IRL's Juhan Parts, who will lead the party in the 2015 elections and is thus seen as the party's prime minister candidate, gave ETV an interview in which he largely recapitulated his economic doctrine in the context of key issues during his recent term as economy minister.
Parts said that the ferry lines should have been nationalized and the current government should have stuck to the plan. Instead things were made "too complicated," Parts told interviewer Indrek Treufeldt.
"They should have sent all the lobbyists packing and implemented the decisions the previous government made. Today we would have had three ships and a fourth one under construction. /-/ All the decisions were made by me. Everything was ready [for the purchase of the ships by the state], The Port of Tallinn was on board for the last nine months."

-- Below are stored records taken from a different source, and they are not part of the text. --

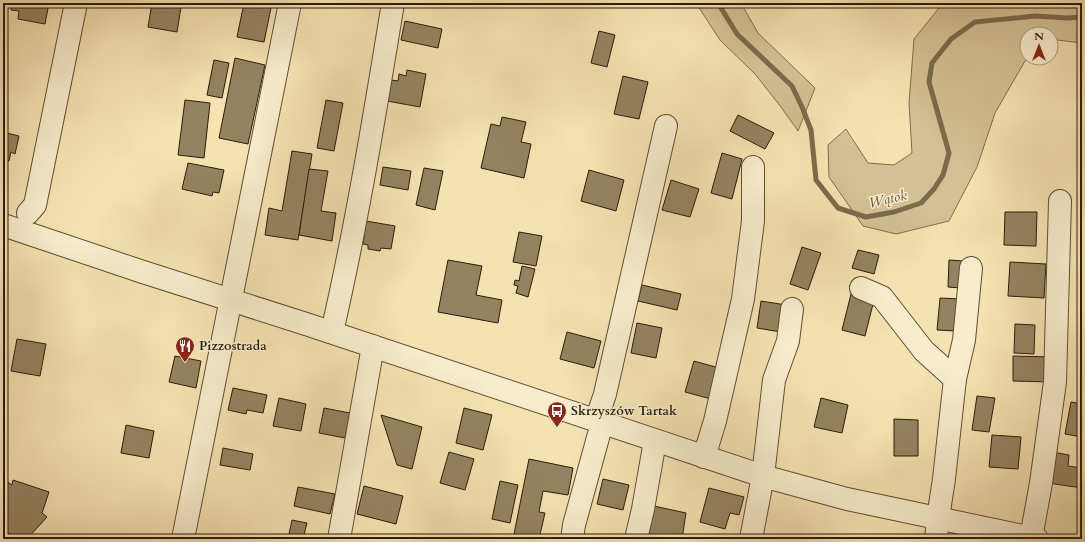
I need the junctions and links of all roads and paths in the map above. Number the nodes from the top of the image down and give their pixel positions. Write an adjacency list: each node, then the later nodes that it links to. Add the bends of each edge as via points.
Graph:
1 (76, 3): 7 (street, via 35,205)
2 (290, 3): 11 (street)
3 (393, 3): 13 (street, via 369,147)
4 (666, 126): 16 (street)
5 (752, 167): 18 (street, via 752,221 743,299 715,421)
6 (1060, 201): 21 (street, via 1055,382 1041,483)
7 (28, 213)
8 (3, 225): 11 (street)
9 (971, 268): 15 (street, via 964,340)
10 (861, 288): 15 (street, via 882,297 924,351)
11 (231, 300): 13 (street); 22 (street)
12 (792, 310): 19 (street, via 788,341 774,380)
13 (332, 332): 14 (street)
14 (373, 346): 16 (street); 23 (street)
15 (955, 379): 20 (street)
16 (599, 422): 17 (street); 24 (street)
17 (655, 441): 18 (street); 25 (street)
18 (704, 457): 19 (street)
19 (763, 476): 20 (street, via 847,499); 26 (street)
20 (937, 529): 21 (street)
21 (1028, 538)
22 (183, 539)
23 (339, 539)
24 (572, 539)
25 (636, 539)
26 (751, 539)

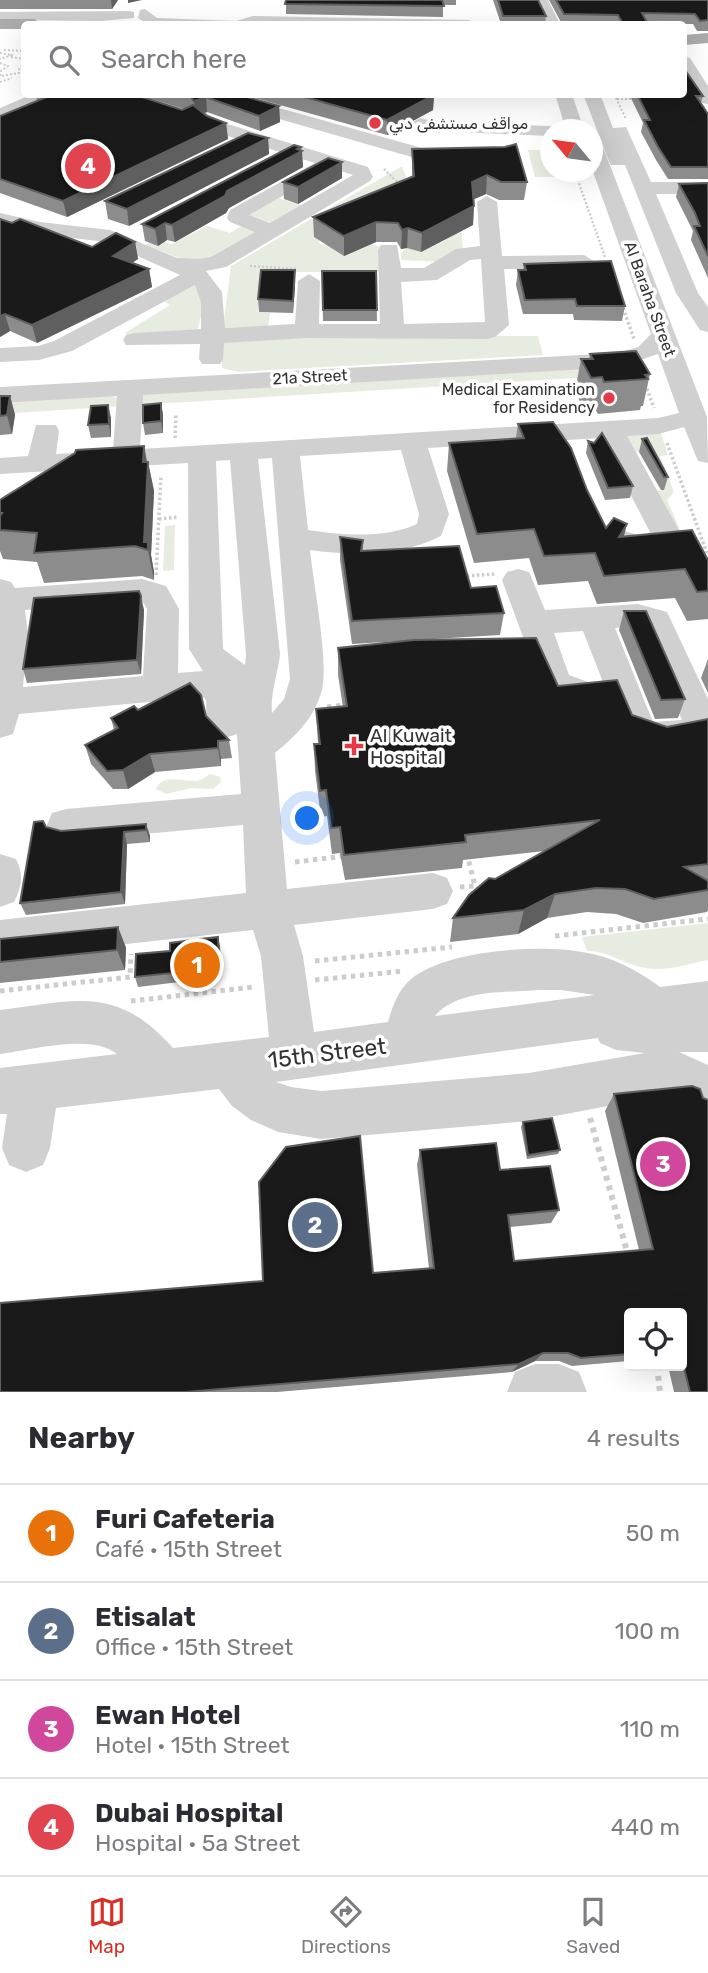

Although a conservative, Parts backed an energetic state involvement in both passenger train and ship services, saying it would ultimately benefit the taxpayer. In the case of one of these areas, the ferries, the new government reversed course since Parts's ouster from the government along with the rest of IRL.
Regarding his first stint as PM from 2003-2005, Parts admitted he was still inexperienced then but that good decisions were made.
"We were green, little-experienced. But we made good decisions. There is no decision that I should regret," he said in the one-on-one conversation with host Treufeldt.
He sparred with Treufeldt, repeatedly sidestepping a question about who was responsible for negative signals being sent out over the Lihula incident, where the Parts sent cranes to remove a public monument to Estonians who fought on the German side in World War II over fear that it would be interpreted internationally as a Nazi tribute.
Parts said the next, March 1 general elections will be historic.
"Considering where we are now as a state and people, I would dare even to compare them to the 1990s elections where there was always something serious at stake."
Parts has seen his share of media criticism in the past few years as Economic Affairs Minister, and he was asked whether he didn't approach coming on the program with more trepidation that he would be grilled or set up. But he said in general he expected the media to be more inquiring so that it could truly be the fourth estate. "I think there would be more demand for it."